All their cotton blankets were stinky, blech, so when I felt domestic early one morning, I took all the bedding in the house, except the sheets I brought out and was using, to a neighboring town's laudromat. I stopped about half way there, along a lagoon, to look at the 50-60 sea lions hauled out to bask in the sun. The lagoon looks like the world's largest mud flat, about a decade away from being a meadow, except for a few channels. There was a deep wide one next to the mound where the sea lions were. A VW van pulled in front of my car, and 3 or 4 grey haired guys in tie-tyed t-shirts and shorts got out to talk to the 8-10 motorcycle dudes in leathers who pulled in behind the van. A birder clad in khaki had his spotting scope set up on a point and looked over at us wondering if we were coming to see what he had in focus. The sea lion colony was loud; always bellows, grunts, honks. Those working their way out of the water made loud slapping noises in the mud with their bodies working their way to a spot. They flip around, sunning different sides, but alway managing to look like a Benny Bufano sculpture; fins up. Only one sea lion had a bright red head; blood? I could've walked down to the spotting scope to check, but instead continued to sit on the grass ledge 5 feet above the water sipping my latte & watching. A couple of motorcycle dudes came to the edge of the lagoon to holler at the sea lions, few of whom turned to look at this odd noise.
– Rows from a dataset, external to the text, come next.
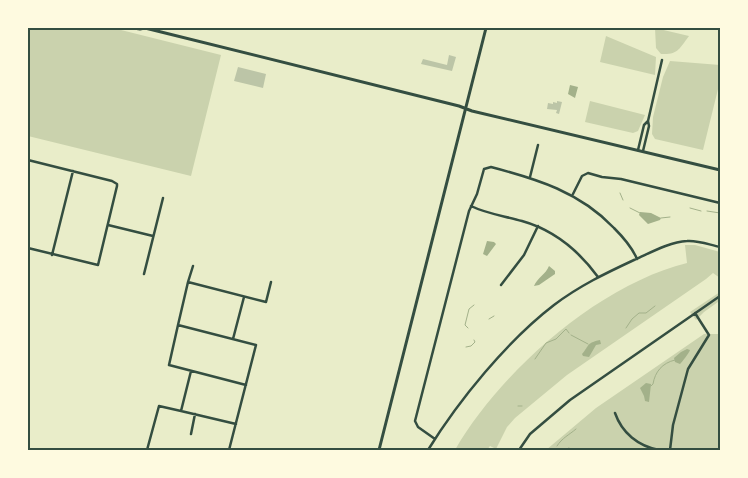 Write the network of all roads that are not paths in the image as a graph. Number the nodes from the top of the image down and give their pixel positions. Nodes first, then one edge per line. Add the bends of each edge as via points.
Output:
1 (133, 28) edge
2 (145, 28) edge
3 (486, 28) edge
4 (662, 60) dead end
5 (465, 108) junction
6 (648, 121) junction
7 (538, 145) dead end
8 (638, 150) junction
9 (643, 151) junction
10 (28, 160) edge
11 (720, 170) edge
12 (73, 172) junction
13 (530, 177) junction
14 (572, 195) junction
15 (163, 198) dead end
16 (720, 203) edge
17 (471, 206) junction
18 (108, 224) junction
19 (538, 226) junction
20 (154, 236) junction
21 (720, 247) edge
22 (28, 248) edge
23 (52, 254) junction
24 (637, 259) junction
25 (193, 266) dead end
26 (144, 274) dead end
27 (598, 277) junction
28 (188, 282) junction
29 (271, 282) dead end
30 (501, 285) dead end
31 (244, 296) junction
32 (720, 296) edge
33 (695, 313) junction
34 (178, 325) junction
35 (233, 339) junction
36 (191, 371) junction
37 (246, 385) junction
38 (181, 411) junction
39 (616, 413) dead end
40 (195, 414) junction
41 (236, 424) junction
42 (191, 434) dead end
43 (435, 439) junction
44 (147, 450) edge
45 (229, 450) edge
46 (379, 450) edge
47 (428, 450) edge
48 (519, 450) edge
49 (659, 450) edge
50 (670, 450) edge

1 - 2 main road
2 - 5 main road
3 - 5 main road
4 - 6 street
5 - 8 main road
5 - 46 main road
6 - 8 street
6 - 9 street
7 - 13 street
8 - 9 main road
9 - 11 main road
10 - 12 street
12 - 18 street via 117,184
12 - 23 street
13 - 14 street
13 - 17 street via 491,167 484,169
14 - 16 street via 582,176 591,173
14 - 24 street via 611,225
15 - 20 street
17 - 19 street
17 - 43 street via 415,421
18 - 20 street
18 - 23 street via 98,265
19 - 27 street via 570,246
19 - 30 street via 524,255
20 - 26 street
21 - 24 street via 696,241 681,242
22 - 23 street
24 - 27 street
25 - 28 street
27 - 43 street via 532,322 465,397
28 - 31 street
28 - 34 street
29 - 31 street via 266,302
31 - 35 street
32 - 33 street
33 - 48 street via 570,400 530,434
33 - 50 street via 709,335 688,369
34 - 35 street
34 - 36 street via 169,366
35 - 37 street via 256,345
36 - 37 street
36 - 38 street
37 - 41 street
38 - 40 street
38 - 44 street via 160,406
39 - 49 street via 624,430 633,439 645,447
40 - 41 street
40 - 42 street
41 - 45 street
43 - 47 street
This town is famous for continually removing the highway town sign, so you have to know where it is to get there. The road in is beautiful. I'd forgotten that there are farms out there, lettuce, I believe. There's a beautiful old weathered barn with a . I've been there before, but never by myself with time to wander around. It's a very eccentric place, in a good way. Young beautiful 20somethings in thrift shop miss-matched clothes, Latino workers, lean guys with pretty dogs and surf boards on the roof of the VW van with long white hair, little kids running in and out of the Community College Marine Research Station day camp, construction workers building a house, some moms in jumpers talking about gardening, someone sleeping in a pickup RV with portholes cut in the top for 2 pit bulls to hang out and watch the goings-on. I walked all the way out to Duxbury Reef, which I'd not done before. It's a long walk, and there's a whole large beach I'd never seen before. It's warmer there than at Stinson; more protected from wind from the northwest. There were quite a few surfers, incuding two bikini'd young women, ::shiver::. The water's still ~51 degrees!

back to work...
http://www.pct2005.com/dispatches/20050711/

Pete has gotten as far as Mammoth Lakes. I've backpacked in chunks of this area, his last and his next route, so am having quite the vicarous fun reading about his trip. I think I'm going to have to mail this guy some cookies at this next drop as thanks for all the enjoyment I'm getting out of reading about his trip!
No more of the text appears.